So we can see that for any $w^3_{i,j}$:

$\frac{\partial \mathbf{z}^3}{\partial w^3_{i,j}} = \begin{bmatrix}\frac{\partial z^3_1}{\partial w^3_{i,j}} \\\frac{\partial z^3_2}{\partial w^3_{i,j}} \\\frac{\partial z^3_3}{\partial w^3_{i,j}} \end{bmatrix} = \begin{bmatrix}\frac{\partial }{\partial w^3_{i,j}}(h^2_1w^3_{1,1}+h^2_2w^3_{2,1}+h^2_3w^3_{3,1}+h^2_4w^3_{4,1}+b^3_1) \\\frac{\partial }{\partial w^3_{i,j}}(h^2_1w^3_{1,2}+h^2_2w^3_{2,2}+h^2_3w^3_{3,2}+h^2_4w^3_{4,2}+b^3_2) \\ \frac{\partial }{\partial w^3_{i,j}}(h^2_1w^3_{1,3}+h^2_2w^3_{2,3}+h^2_3w^3_{3,3}+h^2_4w^3_{4,3}+b^3_3) \end{bmatrix} = \begin{bmatrix}\mathbf{1}_{(j=1)}h ^2_i\\\mathbf{1}_{(j=2)}h^2_i\\\mathbf{1}_{(j=3)}h^2_i\end{bmatrix}$

where: $\mathbf{1}_{(\cdot)}$ is the indicator function, it simply says that if the condition within the brackets are true then it equals 1, otherwise it equals 0.
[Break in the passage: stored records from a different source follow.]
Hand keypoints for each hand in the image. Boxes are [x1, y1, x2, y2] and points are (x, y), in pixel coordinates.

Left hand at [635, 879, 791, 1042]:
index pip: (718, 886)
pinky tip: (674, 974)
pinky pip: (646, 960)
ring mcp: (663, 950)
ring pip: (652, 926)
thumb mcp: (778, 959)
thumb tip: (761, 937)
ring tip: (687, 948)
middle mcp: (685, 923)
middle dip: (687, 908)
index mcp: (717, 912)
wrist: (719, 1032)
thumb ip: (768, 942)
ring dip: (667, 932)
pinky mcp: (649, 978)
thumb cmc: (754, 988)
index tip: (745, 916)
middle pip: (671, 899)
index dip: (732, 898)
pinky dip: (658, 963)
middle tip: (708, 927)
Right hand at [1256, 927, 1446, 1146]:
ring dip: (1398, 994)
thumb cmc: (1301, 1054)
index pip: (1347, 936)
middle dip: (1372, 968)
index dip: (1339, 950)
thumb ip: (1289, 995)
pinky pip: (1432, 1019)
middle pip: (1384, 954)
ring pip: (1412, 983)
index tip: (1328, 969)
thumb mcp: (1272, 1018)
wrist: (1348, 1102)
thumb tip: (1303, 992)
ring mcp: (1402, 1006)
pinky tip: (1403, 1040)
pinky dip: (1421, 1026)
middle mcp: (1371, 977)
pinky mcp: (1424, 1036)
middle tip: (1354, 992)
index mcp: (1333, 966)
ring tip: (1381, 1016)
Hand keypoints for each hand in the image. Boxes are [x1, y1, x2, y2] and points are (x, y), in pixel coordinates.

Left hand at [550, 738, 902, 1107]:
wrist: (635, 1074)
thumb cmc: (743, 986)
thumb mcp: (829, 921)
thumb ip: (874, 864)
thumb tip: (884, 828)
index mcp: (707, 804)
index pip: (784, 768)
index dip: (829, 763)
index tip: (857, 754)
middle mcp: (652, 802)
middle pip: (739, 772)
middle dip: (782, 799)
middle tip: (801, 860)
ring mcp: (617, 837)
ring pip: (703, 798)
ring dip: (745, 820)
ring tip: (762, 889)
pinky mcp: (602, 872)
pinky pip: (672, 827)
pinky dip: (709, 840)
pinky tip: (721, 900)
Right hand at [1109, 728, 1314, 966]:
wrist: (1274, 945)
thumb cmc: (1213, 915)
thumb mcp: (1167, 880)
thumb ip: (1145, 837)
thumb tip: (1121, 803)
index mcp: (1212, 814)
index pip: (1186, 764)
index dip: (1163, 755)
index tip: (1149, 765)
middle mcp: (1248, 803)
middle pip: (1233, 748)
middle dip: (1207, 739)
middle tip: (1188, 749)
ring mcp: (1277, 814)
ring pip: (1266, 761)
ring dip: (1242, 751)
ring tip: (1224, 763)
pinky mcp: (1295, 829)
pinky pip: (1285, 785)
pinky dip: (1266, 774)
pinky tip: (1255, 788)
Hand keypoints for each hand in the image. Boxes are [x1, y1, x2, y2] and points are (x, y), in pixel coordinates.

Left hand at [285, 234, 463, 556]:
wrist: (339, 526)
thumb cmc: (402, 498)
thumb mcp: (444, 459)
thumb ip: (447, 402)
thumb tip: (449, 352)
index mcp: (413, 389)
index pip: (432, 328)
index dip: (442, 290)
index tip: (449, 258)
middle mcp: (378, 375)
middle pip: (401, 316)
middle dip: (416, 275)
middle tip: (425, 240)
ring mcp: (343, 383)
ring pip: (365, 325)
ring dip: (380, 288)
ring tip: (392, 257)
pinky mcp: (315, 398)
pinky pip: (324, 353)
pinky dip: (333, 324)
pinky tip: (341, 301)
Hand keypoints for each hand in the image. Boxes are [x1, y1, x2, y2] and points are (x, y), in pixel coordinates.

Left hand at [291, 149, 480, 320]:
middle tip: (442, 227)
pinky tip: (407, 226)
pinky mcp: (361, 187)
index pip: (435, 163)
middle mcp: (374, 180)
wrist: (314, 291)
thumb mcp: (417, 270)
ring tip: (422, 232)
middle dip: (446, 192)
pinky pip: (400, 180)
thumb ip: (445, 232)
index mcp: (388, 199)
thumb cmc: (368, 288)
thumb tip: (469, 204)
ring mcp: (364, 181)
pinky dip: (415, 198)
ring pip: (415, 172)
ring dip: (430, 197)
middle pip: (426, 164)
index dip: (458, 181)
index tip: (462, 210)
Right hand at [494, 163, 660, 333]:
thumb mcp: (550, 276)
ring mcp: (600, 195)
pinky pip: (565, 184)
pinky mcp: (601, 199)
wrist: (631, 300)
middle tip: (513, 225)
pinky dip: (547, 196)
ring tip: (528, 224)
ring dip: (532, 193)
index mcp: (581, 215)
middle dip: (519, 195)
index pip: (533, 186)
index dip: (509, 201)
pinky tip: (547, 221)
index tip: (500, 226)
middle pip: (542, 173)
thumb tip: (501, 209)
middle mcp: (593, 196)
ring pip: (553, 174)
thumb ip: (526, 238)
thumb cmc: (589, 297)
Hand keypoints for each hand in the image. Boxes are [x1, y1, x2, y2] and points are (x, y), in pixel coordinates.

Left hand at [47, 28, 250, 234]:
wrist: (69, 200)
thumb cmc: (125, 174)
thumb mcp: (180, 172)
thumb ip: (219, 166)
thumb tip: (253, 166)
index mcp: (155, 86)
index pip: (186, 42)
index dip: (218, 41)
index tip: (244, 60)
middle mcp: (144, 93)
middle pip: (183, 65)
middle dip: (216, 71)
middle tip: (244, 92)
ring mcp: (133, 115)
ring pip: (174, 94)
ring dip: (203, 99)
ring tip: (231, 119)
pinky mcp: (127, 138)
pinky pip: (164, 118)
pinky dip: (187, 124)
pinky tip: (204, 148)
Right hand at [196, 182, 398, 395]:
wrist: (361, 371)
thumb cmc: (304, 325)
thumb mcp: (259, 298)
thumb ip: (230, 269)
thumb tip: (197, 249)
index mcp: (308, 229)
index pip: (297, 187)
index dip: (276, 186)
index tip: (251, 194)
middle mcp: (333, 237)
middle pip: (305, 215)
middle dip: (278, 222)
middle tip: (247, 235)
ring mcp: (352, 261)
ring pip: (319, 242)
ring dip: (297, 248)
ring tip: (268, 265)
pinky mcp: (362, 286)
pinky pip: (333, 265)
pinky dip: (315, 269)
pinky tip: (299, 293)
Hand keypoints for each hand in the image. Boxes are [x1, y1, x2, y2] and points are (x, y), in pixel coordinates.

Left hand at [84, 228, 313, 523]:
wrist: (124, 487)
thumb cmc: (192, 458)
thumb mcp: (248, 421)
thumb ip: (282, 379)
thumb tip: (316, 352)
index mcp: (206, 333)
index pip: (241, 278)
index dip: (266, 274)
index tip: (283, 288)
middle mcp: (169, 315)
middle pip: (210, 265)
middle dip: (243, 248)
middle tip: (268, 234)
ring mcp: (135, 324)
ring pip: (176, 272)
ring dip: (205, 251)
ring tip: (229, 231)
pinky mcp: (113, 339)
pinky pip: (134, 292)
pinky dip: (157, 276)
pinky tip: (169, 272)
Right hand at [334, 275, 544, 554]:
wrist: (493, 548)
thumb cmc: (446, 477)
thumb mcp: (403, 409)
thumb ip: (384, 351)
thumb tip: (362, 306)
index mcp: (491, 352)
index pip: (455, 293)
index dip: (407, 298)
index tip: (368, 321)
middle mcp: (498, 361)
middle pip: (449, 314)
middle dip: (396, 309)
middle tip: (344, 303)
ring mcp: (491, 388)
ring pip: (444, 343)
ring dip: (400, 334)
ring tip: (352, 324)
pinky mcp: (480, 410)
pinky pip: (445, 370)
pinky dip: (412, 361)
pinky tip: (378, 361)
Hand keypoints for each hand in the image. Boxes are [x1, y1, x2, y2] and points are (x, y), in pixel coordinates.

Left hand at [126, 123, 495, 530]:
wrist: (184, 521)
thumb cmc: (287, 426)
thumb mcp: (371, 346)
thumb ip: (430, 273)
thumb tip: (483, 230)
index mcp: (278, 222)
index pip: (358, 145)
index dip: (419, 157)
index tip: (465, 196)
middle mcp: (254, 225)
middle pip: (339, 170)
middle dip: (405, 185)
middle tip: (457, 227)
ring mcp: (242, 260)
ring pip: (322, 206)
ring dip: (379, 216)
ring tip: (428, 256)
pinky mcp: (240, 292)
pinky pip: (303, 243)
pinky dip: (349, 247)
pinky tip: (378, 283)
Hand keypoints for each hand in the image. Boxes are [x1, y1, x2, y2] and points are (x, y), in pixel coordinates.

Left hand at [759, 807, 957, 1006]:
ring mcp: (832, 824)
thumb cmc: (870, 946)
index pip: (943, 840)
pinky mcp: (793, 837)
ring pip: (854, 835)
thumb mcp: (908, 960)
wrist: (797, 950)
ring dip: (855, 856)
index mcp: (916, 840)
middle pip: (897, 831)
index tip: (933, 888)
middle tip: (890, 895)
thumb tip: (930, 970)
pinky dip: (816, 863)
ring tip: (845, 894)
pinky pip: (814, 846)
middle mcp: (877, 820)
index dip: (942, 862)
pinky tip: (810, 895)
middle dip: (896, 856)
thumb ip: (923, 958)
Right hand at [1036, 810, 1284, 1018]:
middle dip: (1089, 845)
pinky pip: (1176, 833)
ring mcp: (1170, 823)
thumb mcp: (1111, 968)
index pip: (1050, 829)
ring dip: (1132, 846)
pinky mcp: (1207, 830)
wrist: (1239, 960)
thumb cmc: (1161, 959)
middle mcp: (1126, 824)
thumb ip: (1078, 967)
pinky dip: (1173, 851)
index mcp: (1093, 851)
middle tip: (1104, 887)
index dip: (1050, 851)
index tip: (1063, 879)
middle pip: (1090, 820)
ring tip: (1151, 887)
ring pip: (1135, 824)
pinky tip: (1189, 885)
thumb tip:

Now it might still seem a bit complicated due to the indicator functions, but regardless let’s push on and later we will see that this simplifies to something very elegant! Let us now try to find $\frac{\partial \mathbf{H(y, \hat{y}})}{\partial w^3_{i,j}}$!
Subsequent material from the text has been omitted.